11 Tracks 45 min 6 seconds; 10 originals

Style: Chicago-Delta blues Rating: Meritable

Whether in a club or at a festival, here’s another live-performance act you might want to take in the next time you’re out and about in North Central USA better known as ‘the Mid-West’ from which this band hails. From the song writing to the camera spotlight to the center stage - Queenie will command you with a band who knows when to lay back and when to step up.

In Track 1’s, Cork in a Bottle, I was happy to hear the separate distinctive artistic interpretive value of each and every musician in the band within this original song. And this style continues throughout the CD. There are times when you want this clarity in blues to set a deeper groove; call it ‘chill’. Appropriate enough, too, for the subject matter of this one about kicking the booze habit. From the juke joints of the Delta to the clubs in Chicago, how often we try to wash away the blues with the same alcohol that can purvey the blues. The song’s not over played or over sung, and yet exudes from the heart. Great job, band members Susan McCarter-Wade aka Queenie, guitarist Joe Dieter, bass guitarist Scott Lukomski, and drummer Bill Cheadle.

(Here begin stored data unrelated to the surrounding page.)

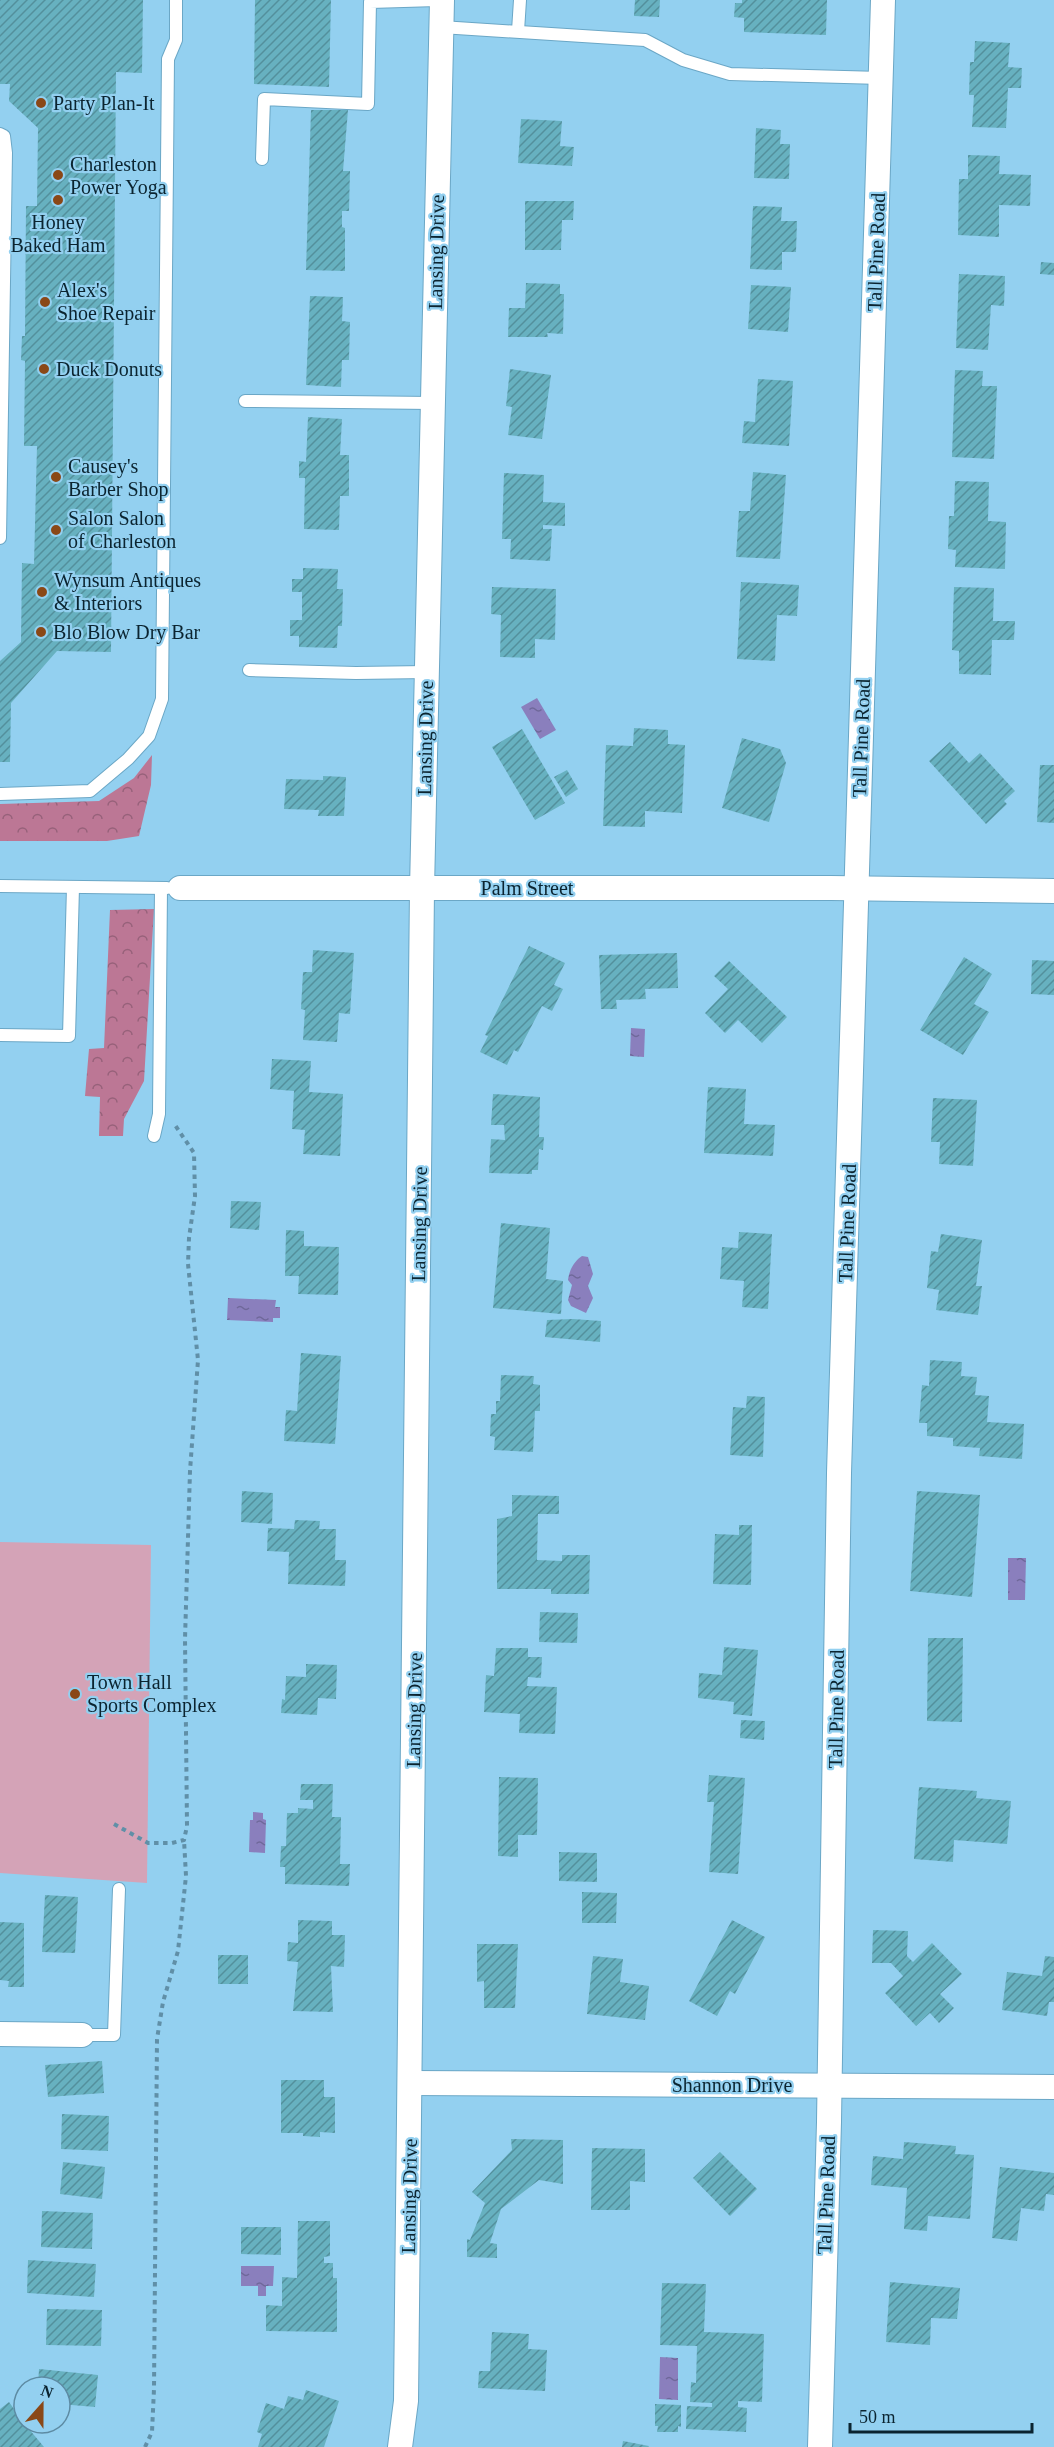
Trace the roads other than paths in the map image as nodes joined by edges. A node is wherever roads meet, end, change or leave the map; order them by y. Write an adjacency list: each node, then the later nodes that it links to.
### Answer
1 (176, 0): 17 (lane)
2 (437, 0): 6 (lane)
3 (442, 0): 7 (street, Lansing Drive)
4 (520, 0): 8 (lane)
5 (883, 0): 9 (street, Tall Pine Road)
6 (370, 1): 11 (lane)
7 (441, 27): 8 (lane); 13 (street, Lansing Drive)
8 (518, 31): 9 (lane)
9 (881, 78): 21 (street, Tall Pine Road)
10 (0, 134): 14 (lane)
11 (262, 159)
12 (245, 401): 13 (lane)
13 (432, 403): 16 (street, Lansing Drive)
14 (0, 538)
15 (249, 670): 16 (lane)
16 (426, 672): 22 (street, Lansing Drive)
17 (0, 794)
18 (0, 886): 19 (lane, Palm Street)
19 (73, 887): 20 (lane, Palm Street); 24 (lane)
20 (170, 888): 22 (street, Palm Street); 25 (lane)
21 (858, 888): 22 (street, Palm Street); 23 (street, Palm Street); 30 (street, Tall Pine Road)
22 (422, 889): 29 (street, Lansing Drive)
23 (1054, 891)
24 (0, 1035)
25 (154, 1136)
26 (119, 1888): 28 (lane)
27 (0, 2034): 28 (street)
28 (82, 2035)
29 (410, 2082): 30 (street, Shannon Drive); 32 (street, Lansing Drive)
30 (829, 2085): 31 (street, Shannon Drive); 33 (street, Tall Pine Road)
31 (1054, 2087)
32 (400, 2447)
33 (820, 2447)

Tract 2 is another original, Boss Lady. And if you check out Miss Queenie at a live show, cd jacket photo or a youtube clip, you can see why... it’s that ‘own-it-I’m-as-bad-as-I-wanna-be’ attitude. It’s hers - the feel of the music, the words, the stage and the conviction. Have a swig of some Chicago juice with this one.

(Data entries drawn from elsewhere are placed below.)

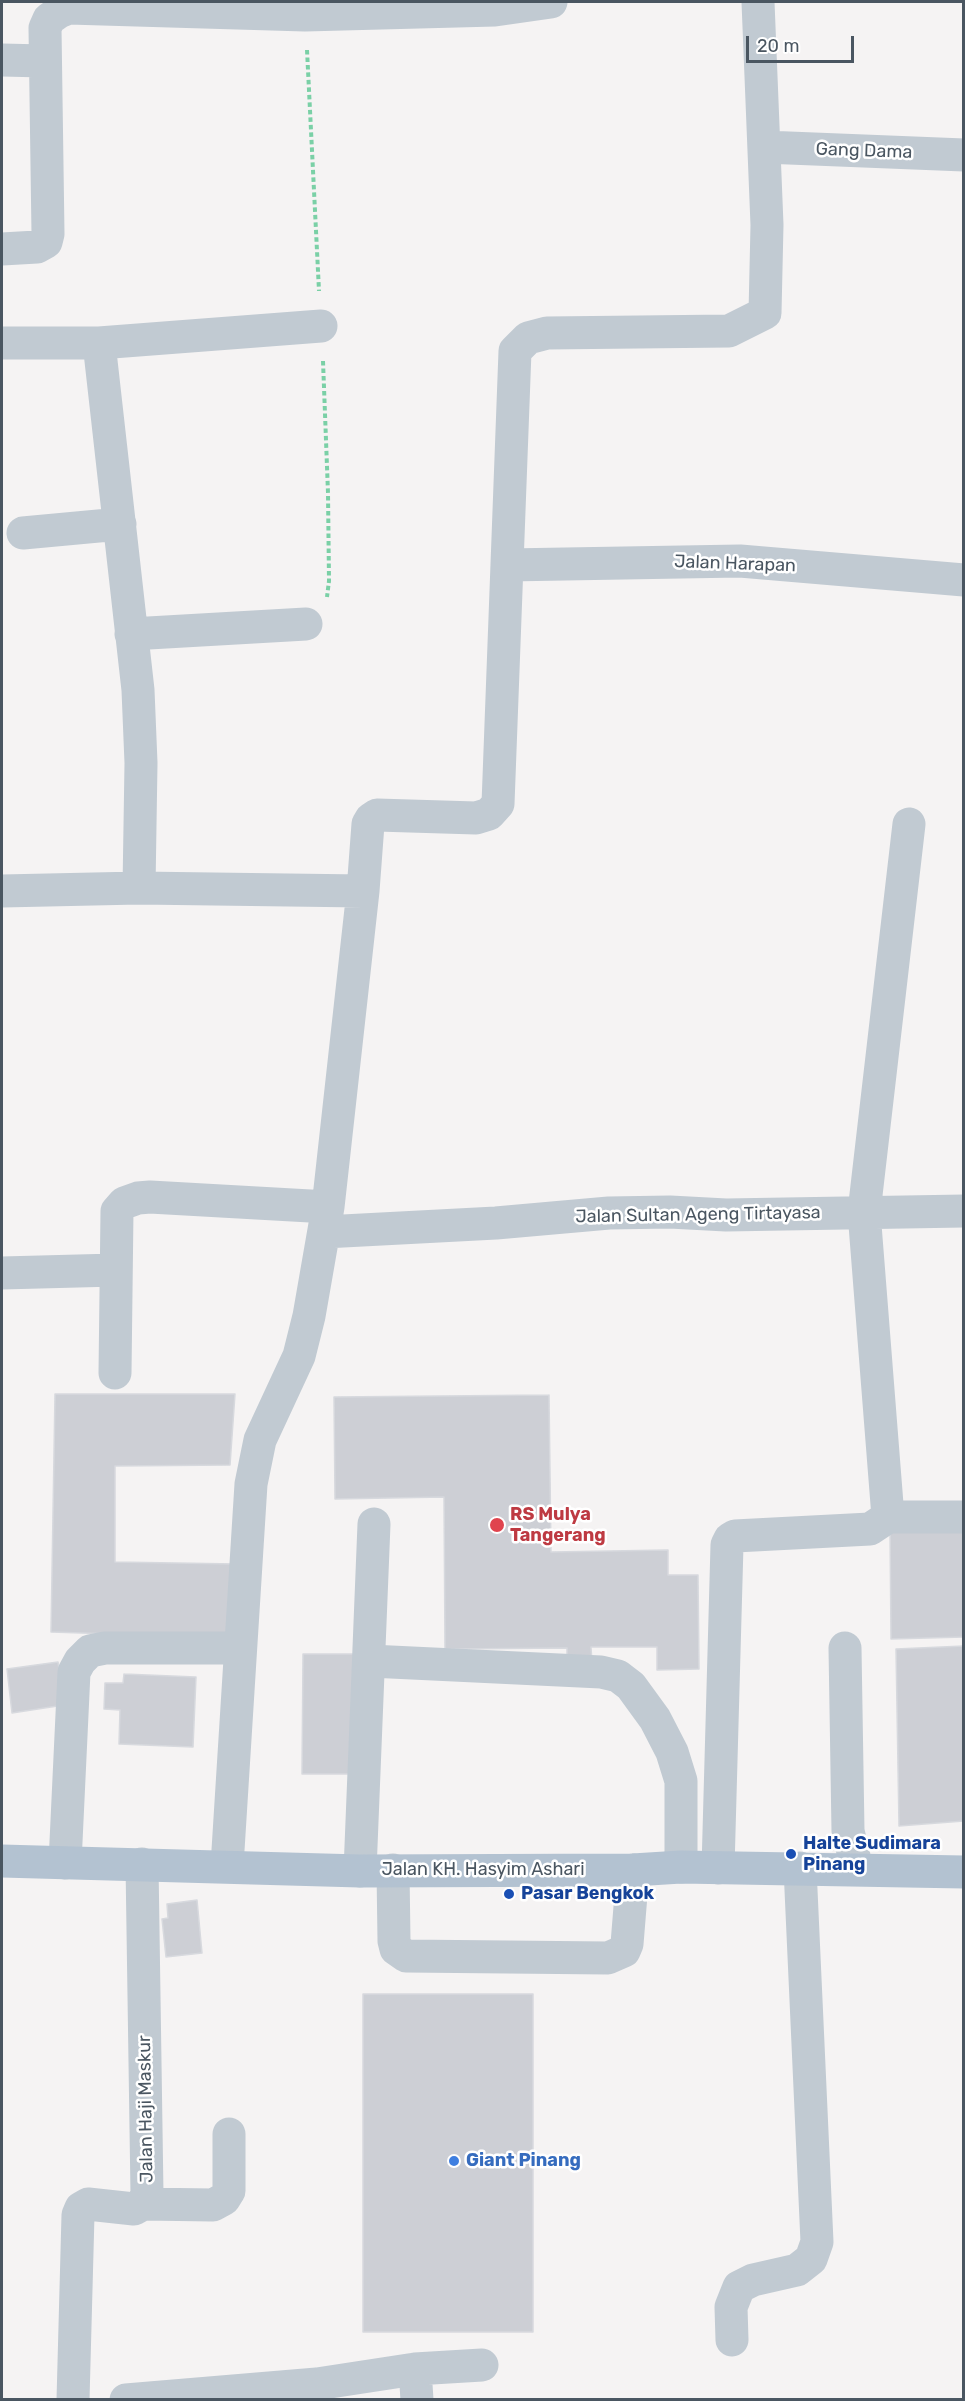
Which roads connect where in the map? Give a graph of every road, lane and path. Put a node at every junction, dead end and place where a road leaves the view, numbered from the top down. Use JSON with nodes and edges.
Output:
{"nodes":[{"id":1,"x":551,"y":2,"type":"edge"},
{"id":2,"x":758,"y":2,"type":"edge"},
{"id":3,"x":494,"y":6,"type":"edge"},
{"id":4,"x":2,"y":60,"type":"edge"},
{"id":5,"x":45,"y":61,"type":"junction"},
{"id":6,"x":764,"y":147,"type":"junction"},
{"id":7,"x":963,"y":155,"type":"edge"},
{"id":8,"x":2,"y":249,"type":"edge"},
{"id":9,"x":321,"y":326,"type":"dead end"},
{"id":10,"x":99,"y":343,"type":"junction"},
{"id":11,"x":2,"y":344,"type":"edge"},
{"id":12,"x":120,"y":524,"type":"junction"},
{"id":13,"x":23,"y":533,"type":"dead end"},
{"id":14,"x":507,"y":565,"type":"junction"},
{"id":15,"x":963,"y":580,"type":"edge"},
{"id":16,"x":306,"y":624,"type":"dead end"},
{"id":17,"x":131,"y":634,"type":"junction"},
{"id":18,"x":909,"y":824,"type":"dead end"},
{"id":19,"x":139,"y":888,"type":"junction"},
{"id":20,"x":2,"y":891,"type":"edge"},
{"id":21,"x":363,"y":891,"type":"junction"},
{"id":22,"x":963,"y":1211,"type":"edge"},
{"id":23,"x":864,"y":1212,"type":"junction"},
{"id":24,"x":326,"y":1220,"type":"junction"},
{"id":25,"x":116,"y":1270,"type":"junction"},
{"id":26,"x":2,"y":1273,"type":"edge"},
{"id":27,"x":115,"y":1372,"type":"dead end"},
{"id":28,"x":888,"y":1517,"type":"junction"},
{"id":29,"x":963,"y":1517,"type":"edge"},
{"id":30,"x":374,"y":1524,"type":"dead end"},
{"id":31,"x":240,"y":1648,"type":"junction"},
{"id":32,"x":845,"y":1648,"type":"dead end"},
{"id":33,"x":370,"y":1661,"type":"junction"},
{"id":34,"x":2,"y":1862,"type":"edge"},
{"id":35,"x":65,"y":1863,"type":"junction"},
{"id":36,"x":142,"y":1864,"type":"junction"},
{"id":37,"x":227,"y":1866,"type":"junction"},
{"id":38,"x":681,"y":1867,"type":"junction"},
{"id":39,"x":718,"y":1868,"type":"junction"},
{"id":40,"x":800,"y":1868,"type":"junction"},
{"id":41,"x":857,"y":1869,"type":"junction"},
{"id":42,"x":393,"y":1870,"type":"junction"},
{"id":43,"x":633,"y":1870,"type":"junction"},
{"id":44,"x":360,"y":1871,"type":"junction"},
{"id":45,"x":963,"y":1872,"type":"edge"},
{"id":46,"x":229,"y":2134,"type":"dead end"},
{"id":47,"x":143,"y":2204,"type":"junction"},
{"id":48,"x":732,"y":2340,"type":"dead end"},
{"id":49,"x":482,"y":2365,"type":"dead end"},
{"id":50,"x":416,"y":2384,"type":"edge"},
{"id":51,"x":317,"y":2392,"type":"edge"},
{"id":52,"x":139,"y":2399,"type":"edge"},
{"id":53,"x":73,"y":2400,"type":"edge"},
{"id":54,"x":126,"y":2400,"type":"edge"}],
"edges":[{"from":1,"to":3,"type":"street"},
{"from":2,"to":6,"type":"street"},
{"from":3,"to":5,"type":"street"},
{"from":4,"to":5,"type":"street"},
{"from":5,"to":8,"type":"street"},
{"from":6,"to":7,"type":"street","name":"Gang Dama"},
{"from":6,"to":14,"type":"street"},
{"from":9,"to":10,"type":"street"},
{"from":10,"to":11,"type":"street"},
{"from":10,"to":12,"type":"street"},
{"from":12,"to":13,"type":"street"},
{"from":12,"to":17,"type":"street"},
{"from":14,"to":15,"type":"street","name":"Jalan Harapan"},
{"from":14,"to":21,"type":"street"},
{"from":16,"to":17,"type":"street"},
{"from":17,"to":19,"type":"street"},
{"from":18,"to":23,"type":"street"},
{"from":19,"to":20,"type":"street"},
{"from":19,"to":21,"type":"street"},
{"from":21,"to":24,"type":"street"},
{"from":22,"to":23,"type":"street","name":"Jalan Sultan Ageng Tirtayasa"},
{"from":23,"to":24,"type":"street","name":"Jalan Sultan Ageng Tirtayasa"},
{"from":23,"to":28,"type":"street"},
{"from":24,"to":25,"type":"street","name":"Jalan Sultan Ageng Tirtayasa"},
{"from":24,"to":31,"type":"street"},
{"from":25,"to":26,"type":"street"},
{"from":25,"to":27,"type":"street"},
{"from":28,"to":29,"type":"street"},
{"from":28,"to":39,"type":"street"},
{"from":30,"to":33,"type":"street"},
{"from":31,"to":35,"type":"street"},
{"from":31,"to":37,"type":"street"},
{"from":32,"to":41,"type":"street"},
{"from":33,"to":38,"type":"street"},
{"from":33,"to":44,"type":"street"},
{"from":34,"to":35,"type":"main road","name":"Jalan KH. Hasyim Ashari"},
{"from":35,"to":36,"type":"main road","name":"Jalan KH. Hasyim Ashari"},
{"from":36,"to":37,"type":"main road","name":"Jalan KH. Hasyim Ashari"},
{"from":36,"to":47,"type":"street","name":"Jalan Haji Maskur"},
{"from":37,"to":44,"type":"main road","name":"Jalan KH. Hasyim Ashari"},
{"from":38,"to":39,"type":"main road","name":"Jalan KH. Hasyim Ashari"},
{"from":38,"to":43,"type":"main road","name":"Jalan KH. Hasyim Ashari"},
{"from":39,"to":40,"type":"main road","name":"Jalan KH. Hasyim Ashari"},
{"from":40,"to":41,"type":"main road","name":"Jalan KH. Hasyim Ashari"},
{"from":40,"to":48,"type":"street"},
{"from":41,"to":45,"type":"main road","name":"Jalan KH. Hasyim Ashari"},
{"from":42,"to":43,"type":"main road","name":"Jalan KH. Hasyim Ashari"},
{"from":42,"to":43,"type":"street"},
{"from":42,"to":44,"type":"main road","name":"Jalan KH. Hasyim Ashari"},
{"from":46,"to":47,"type":"street"},
{"from":47,"to":53,"type":"street","name":"Jalan Haji Maskur"},
{"from":49,"to":50,"type":"street"},
{"from":50,"to":51,"type":"street"},
{"from":51,"to":52,"type":"street"},
{"from":52,"to":54,"type":"street"}]}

Blues for Otis (Elevator Slide), is next. Clever job because blues innuendos are historically how sexual messages got delivered in the blues. Yep, you got it: "..gonna ride your elevator until I reach the bottom floor, until I can’t ride no more, gonna ring your buzzer baby, let you know when I arrive, gonna slide right to the bottom of the shaft so hold on tight.." Ha! Shaft?! Got to love that...Nice solo blues guitar rifts and slides within a light-handed steady rollin’ pocket.

And again, with Tract 4’s original December Again, we get the clarity and distinctive mood setting tone with those Howlin’ Wolf and Muddy Water’s characteristic measures. Keeping it slow and steady, go ahead and drop, rock, and roll your head to Blue Day just like you would alone in a small obscure club--lights down low, liquor on the rocks, light up your smoke, then sit back and feel. Once again, great guitar solo by Joe Dieter, supported by the steady pocket of Scott Lukomski on bass and Bill Cheadle on drums.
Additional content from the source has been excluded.